#### Problem to solve
Show every line below where "Margaritas" can be found.

++++

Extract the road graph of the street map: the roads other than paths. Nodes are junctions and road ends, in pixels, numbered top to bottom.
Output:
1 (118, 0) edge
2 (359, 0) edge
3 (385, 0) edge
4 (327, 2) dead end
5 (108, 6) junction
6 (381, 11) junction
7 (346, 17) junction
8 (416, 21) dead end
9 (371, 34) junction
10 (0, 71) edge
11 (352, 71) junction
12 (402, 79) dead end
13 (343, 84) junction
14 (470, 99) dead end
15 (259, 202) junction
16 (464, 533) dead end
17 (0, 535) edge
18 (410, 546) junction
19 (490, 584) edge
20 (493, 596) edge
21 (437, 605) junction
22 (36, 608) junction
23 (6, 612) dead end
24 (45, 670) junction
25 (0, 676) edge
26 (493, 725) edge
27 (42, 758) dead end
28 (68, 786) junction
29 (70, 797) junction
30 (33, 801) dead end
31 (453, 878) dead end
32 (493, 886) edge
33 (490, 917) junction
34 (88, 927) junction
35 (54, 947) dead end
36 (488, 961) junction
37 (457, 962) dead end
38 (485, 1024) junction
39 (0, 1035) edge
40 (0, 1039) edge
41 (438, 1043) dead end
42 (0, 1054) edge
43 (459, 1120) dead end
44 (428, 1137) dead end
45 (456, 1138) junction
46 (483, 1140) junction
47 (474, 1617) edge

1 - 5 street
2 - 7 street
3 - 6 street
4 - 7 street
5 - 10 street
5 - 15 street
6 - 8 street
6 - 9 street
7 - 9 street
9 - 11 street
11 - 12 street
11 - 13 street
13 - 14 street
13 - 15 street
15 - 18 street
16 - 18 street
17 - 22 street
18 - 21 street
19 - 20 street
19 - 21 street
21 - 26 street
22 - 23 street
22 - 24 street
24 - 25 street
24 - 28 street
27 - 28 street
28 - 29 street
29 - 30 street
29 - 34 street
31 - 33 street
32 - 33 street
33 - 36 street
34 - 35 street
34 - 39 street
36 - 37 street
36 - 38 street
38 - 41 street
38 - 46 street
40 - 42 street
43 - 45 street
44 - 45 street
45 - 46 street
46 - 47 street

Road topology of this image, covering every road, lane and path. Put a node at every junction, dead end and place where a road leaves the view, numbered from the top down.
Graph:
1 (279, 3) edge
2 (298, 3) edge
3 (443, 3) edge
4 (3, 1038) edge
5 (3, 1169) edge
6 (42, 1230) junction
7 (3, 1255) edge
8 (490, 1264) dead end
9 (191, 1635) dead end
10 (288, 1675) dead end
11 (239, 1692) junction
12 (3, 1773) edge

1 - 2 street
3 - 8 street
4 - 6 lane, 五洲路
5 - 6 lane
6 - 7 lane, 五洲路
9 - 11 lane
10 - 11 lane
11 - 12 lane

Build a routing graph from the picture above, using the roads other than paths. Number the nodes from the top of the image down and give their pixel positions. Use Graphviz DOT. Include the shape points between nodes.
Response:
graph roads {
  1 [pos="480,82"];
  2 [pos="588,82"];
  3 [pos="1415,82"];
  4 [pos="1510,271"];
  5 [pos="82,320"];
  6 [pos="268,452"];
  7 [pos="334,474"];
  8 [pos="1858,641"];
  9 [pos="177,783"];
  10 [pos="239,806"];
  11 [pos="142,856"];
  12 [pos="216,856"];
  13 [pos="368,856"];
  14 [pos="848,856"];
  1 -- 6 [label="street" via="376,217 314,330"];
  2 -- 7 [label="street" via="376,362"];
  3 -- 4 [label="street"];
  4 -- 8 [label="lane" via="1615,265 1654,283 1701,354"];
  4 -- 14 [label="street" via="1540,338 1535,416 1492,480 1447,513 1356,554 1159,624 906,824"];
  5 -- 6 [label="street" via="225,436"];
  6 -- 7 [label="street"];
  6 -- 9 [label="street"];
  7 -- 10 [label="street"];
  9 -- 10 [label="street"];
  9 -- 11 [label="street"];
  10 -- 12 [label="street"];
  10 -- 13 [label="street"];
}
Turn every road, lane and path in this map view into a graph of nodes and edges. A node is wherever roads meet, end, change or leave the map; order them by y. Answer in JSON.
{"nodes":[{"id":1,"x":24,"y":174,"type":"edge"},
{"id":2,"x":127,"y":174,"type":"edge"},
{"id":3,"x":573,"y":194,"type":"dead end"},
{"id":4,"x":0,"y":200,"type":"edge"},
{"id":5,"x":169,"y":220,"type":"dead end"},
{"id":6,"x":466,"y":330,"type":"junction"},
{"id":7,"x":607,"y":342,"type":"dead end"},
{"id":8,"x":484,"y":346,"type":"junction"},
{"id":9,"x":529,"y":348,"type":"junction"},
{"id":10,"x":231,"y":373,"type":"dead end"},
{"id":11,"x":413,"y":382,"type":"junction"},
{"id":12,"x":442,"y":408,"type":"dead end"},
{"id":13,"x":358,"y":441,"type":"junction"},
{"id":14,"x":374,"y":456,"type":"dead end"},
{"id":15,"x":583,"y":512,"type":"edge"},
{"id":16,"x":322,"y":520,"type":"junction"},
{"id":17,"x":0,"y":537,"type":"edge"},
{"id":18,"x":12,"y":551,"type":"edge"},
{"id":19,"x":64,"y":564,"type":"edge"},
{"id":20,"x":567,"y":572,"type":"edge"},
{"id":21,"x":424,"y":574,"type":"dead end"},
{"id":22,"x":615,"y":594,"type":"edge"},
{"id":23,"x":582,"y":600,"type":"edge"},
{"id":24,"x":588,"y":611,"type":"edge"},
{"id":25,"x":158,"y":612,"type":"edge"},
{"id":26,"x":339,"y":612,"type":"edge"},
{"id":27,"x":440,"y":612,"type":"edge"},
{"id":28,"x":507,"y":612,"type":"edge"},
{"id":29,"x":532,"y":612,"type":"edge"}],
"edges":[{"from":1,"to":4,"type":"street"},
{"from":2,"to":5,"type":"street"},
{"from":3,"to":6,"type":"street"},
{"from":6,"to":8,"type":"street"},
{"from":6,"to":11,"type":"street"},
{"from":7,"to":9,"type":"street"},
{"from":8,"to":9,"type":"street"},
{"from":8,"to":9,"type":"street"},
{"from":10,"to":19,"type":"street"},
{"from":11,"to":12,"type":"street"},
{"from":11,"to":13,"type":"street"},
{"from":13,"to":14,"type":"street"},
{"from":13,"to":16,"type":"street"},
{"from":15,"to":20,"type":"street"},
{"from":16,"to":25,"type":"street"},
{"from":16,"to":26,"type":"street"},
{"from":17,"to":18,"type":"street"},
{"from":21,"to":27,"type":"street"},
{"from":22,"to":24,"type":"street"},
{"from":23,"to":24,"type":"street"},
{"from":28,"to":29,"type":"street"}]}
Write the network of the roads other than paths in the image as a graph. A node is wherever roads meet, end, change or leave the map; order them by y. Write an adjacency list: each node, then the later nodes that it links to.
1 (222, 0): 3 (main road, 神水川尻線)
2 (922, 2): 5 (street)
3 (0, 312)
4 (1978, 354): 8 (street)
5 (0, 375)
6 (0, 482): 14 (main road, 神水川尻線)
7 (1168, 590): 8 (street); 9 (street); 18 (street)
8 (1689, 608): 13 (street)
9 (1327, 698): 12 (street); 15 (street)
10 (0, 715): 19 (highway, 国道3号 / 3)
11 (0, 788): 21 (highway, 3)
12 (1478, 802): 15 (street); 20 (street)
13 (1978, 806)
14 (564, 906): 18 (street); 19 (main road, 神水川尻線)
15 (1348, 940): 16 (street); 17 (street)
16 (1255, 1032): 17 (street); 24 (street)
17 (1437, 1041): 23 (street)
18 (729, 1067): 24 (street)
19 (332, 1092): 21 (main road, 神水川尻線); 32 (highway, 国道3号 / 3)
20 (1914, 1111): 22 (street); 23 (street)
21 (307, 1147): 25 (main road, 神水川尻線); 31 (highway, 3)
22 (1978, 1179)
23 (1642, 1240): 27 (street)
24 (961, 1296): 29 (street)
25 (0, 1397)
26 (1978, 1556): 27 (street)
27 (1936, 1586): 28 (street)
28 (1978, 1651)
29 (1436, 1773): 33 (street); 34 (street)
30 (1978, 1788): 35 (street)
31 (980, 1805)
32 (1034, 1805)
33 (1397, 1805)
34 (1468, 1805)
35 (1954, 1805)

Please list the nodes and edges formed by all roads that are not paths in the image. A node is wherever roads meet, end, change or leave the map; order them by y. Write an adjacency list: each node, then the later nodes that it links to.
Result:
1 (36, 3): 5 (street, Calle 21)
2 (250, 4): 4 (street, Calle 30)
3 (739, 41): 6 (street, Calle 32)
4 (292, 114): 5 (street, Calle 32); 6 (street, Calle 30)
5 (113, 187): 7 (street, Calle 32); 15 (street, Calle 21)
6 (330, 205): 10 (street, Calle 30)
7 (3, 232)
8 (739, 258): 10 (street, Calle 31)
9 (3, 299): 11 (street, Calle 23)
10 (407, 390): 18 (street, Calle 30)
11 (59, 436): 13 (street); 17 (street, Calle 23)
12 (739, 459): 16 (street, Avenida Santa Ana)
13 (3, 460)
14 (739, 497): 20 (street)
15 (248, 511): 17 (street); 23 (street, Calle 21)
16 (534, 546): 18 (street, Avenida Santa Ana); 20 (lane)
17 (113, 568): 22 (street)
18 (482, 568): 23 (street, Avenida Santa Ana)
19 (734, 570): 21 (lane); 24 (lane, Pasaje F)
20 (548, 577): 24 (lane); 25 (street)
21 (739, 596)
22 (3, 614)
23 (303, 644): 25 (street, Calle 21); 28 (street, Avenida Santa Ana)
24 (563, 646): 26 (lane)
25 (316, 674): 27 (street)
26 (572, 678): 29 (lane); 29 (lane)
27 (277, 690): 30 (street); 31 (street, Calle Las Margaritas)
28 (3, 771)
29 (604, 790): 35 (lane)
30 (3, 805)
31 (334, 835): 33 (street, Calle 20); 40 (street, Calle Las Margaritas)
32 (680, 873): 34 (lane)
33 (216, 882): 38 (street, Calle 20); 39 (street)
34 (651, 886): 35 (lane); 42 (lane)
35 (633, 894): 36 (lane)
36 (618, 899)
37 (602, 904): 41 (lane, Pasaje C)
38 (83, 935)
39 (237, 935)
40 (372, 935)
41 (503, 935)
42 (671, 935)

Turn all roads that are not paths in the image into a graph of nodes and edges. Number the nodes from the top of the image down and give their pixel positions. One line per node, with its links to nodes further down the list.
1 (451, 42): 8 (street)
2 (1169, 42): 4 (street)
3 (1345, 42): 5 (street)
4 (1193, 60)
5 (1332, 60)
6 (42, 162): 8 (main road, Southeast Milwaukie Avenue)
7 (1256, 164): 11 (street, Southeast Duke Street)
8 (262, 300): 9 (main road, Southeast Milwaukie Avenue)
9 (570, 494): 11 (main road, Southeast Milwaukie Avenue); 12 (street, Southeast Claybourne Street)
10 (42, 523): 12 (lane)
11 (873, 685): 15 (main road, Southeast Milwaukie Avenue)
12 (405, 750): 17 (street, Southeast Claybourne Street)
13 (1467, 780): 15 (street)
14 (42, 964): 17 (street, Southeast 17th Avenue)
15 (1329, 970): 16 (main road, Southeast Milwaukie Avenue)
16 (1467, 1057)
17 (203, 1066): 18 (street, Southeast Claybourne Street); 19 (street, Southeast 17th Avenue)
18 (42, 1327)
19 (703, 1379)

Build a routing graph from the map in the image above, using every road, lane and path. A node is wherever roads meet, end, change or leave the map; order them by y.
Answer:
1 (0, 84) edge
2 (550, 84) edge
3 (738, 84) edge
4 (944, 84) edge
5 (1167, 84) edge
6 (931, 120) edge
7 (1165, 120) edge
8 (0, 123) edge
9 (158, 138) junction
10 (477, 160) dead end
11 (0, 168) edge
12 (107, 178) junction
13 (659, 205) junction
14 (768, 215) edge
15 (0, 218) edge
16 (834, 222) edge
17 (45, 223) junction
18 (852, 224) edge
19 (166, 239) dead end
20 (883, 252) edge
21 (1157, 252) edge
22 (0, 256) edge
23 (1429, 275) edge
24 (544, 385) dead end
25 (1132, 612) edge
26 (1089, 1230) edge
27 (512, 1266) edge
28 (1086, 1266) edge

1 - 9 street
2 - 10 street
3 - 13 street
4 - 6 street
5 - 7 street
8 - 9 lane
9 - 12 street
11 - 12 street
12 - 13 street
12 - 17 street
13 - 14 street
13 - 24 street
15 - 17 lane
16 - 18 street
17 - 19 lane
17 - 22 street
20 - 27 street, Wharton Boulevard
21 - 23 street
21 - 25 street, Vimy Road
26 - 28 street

++++

#### Result below
27 (277, 690): 30 (street); 31 (street, Calle Las Margaritas)
31 (334, 835): 33 (street, Calle 20); 40 (street, Calle Las Margaritas)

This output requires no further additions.